The Shortsighted Model of Sacrificing Service for Savings

August 03, 2016

Every contact center, from small to large, strives to provide the best possible customer support it can, right? Not necessarily. Great customer support costs money, and many organizations still aren’t willing to spend money on something as intangible and immeasurable as “customer good will.”

While we like to think that “the customer is always first,” there is increasing evidence that customers are getting stuck with a “lowest bidder” type scenario in which companies deliberately whittle down quality in order to avoid spending any money. A recent survey conducted by the International Customer Management Institute (ICMI) found that 92 percent of contact center managers claimed their agents could be more effective, and 74 percent said that company procedures actually prevent agents from providing satisfactory experiences.

“Contact center managers are attempting to cut costs by operating on a cost-per-contact model, which limits the amount of time agents can be resolving customer inquiries,” wrote Aspect’s Tim Dreyer (News - Alert) in a recent blog post. “At the same time, their organizations are inserting advertisements for premium support, which costs a fee, into the messaging customers hear while they’re on hold.”

In other words, many companies are considering saying to their customers, “Do you want good customer support? You’ll have to pay for it.”
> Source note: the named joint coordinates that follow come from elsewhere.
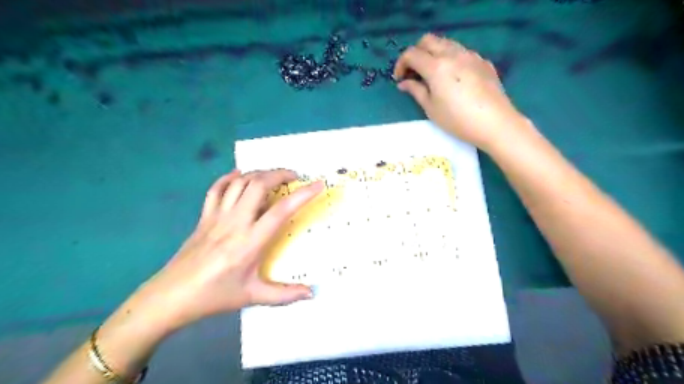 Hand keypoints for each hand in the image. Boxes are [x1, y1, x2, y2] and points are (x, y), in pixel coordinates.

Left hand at [138, 170, 323, 331]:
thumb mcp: (252, 296)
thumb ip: (285, 294)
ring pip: (239, 182)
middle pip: (258, 185)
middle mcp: (235, 222)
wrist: (169, 297)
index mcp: (250, 242)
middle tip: (294, 177)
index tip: (318, 184)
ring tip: (272, 177)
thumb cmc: (214, 296)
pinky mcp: (204, 217)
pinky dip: (230, 178)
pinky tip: (239, 176)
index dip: (303, 194)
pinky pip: (216, 189)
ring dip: (259, 174)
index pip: (281, 210)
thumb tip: (311, 293)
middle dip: (279, 174)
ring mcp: (217, 216)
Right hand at [393, 33, 524, 149]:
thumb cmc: (457, 120)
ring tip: (432, 75)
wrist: (494, 123)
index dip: (401, 64)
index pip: (412, 54)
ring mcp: (470, 55)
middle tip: (413, 73)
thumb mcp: (431, 108)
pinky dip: (450, 59)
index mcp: (436, 66)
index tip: (399, 79)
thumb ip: (416, 91)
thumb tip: (404, 83)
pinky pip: (461, 52)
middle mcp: (453, 54)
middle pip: (428, 41)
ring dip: (433, 54)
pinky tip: (452, 78)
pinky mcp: (482, 61)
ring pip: (445, 43)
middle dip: (416, 54)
The view is intensely short-sighted. Customers will never widely accept the premise that if they buy a company’s products or services, they’re on the hook for paying if a problem crops up. Competitors will see opportunities in offering better customer support at no charge.

“If these practices became known to customers of a particular business, how long do you think they would continue their patronage of that business?” asked Dreyer. “How long until they left for a competitor more attuned to their needs? Sacrificing service in favor of savings is a preposterous model—a recipe for financial ruin in the long run—especially considering that today’s contact center managers do not need to select one or the other to be successful.”

That said, there are a number of ways companies can keep costs down while still maintaining good quality of service. Properly designed and delivered self-service solutions, for example, can help take the pressure off live agents and pay for themselves in the long run. Good workforce management solutions can prevent over-staffing. Better scheduling can help companies properly manage their human resources. One of the best ways, however, would be to leverage cloud-based solutions, according to Dreyer.

“Outdated on-premises legacy hardware is costly and expensive to maintain,” he wrote. “Migrating to the cloud will reduce those costs while also promoting uptime with network monitoring and automatic security updates. Furthermore, automatic software updates will ensure that your agents are ready to field all interactions supported by the most effective and up-to-date tools.”

Going omnichannel can also help. When companies increase the number of integrated customer touch points such as email, Web chat, IM, SMS, mobile app and video, customers will be able to contact companies in the medium that is fastest and most convenient, which reduces the burden on live agents.

Perception is an important element to the customer relationship. Customers have high expectations today and punish companies that fail to meet them…even if they’re trying to meet them. Companies that throw up their hands and declare good customer support too expensive to provide will likely find that, in the future, they don’t have customers anymore.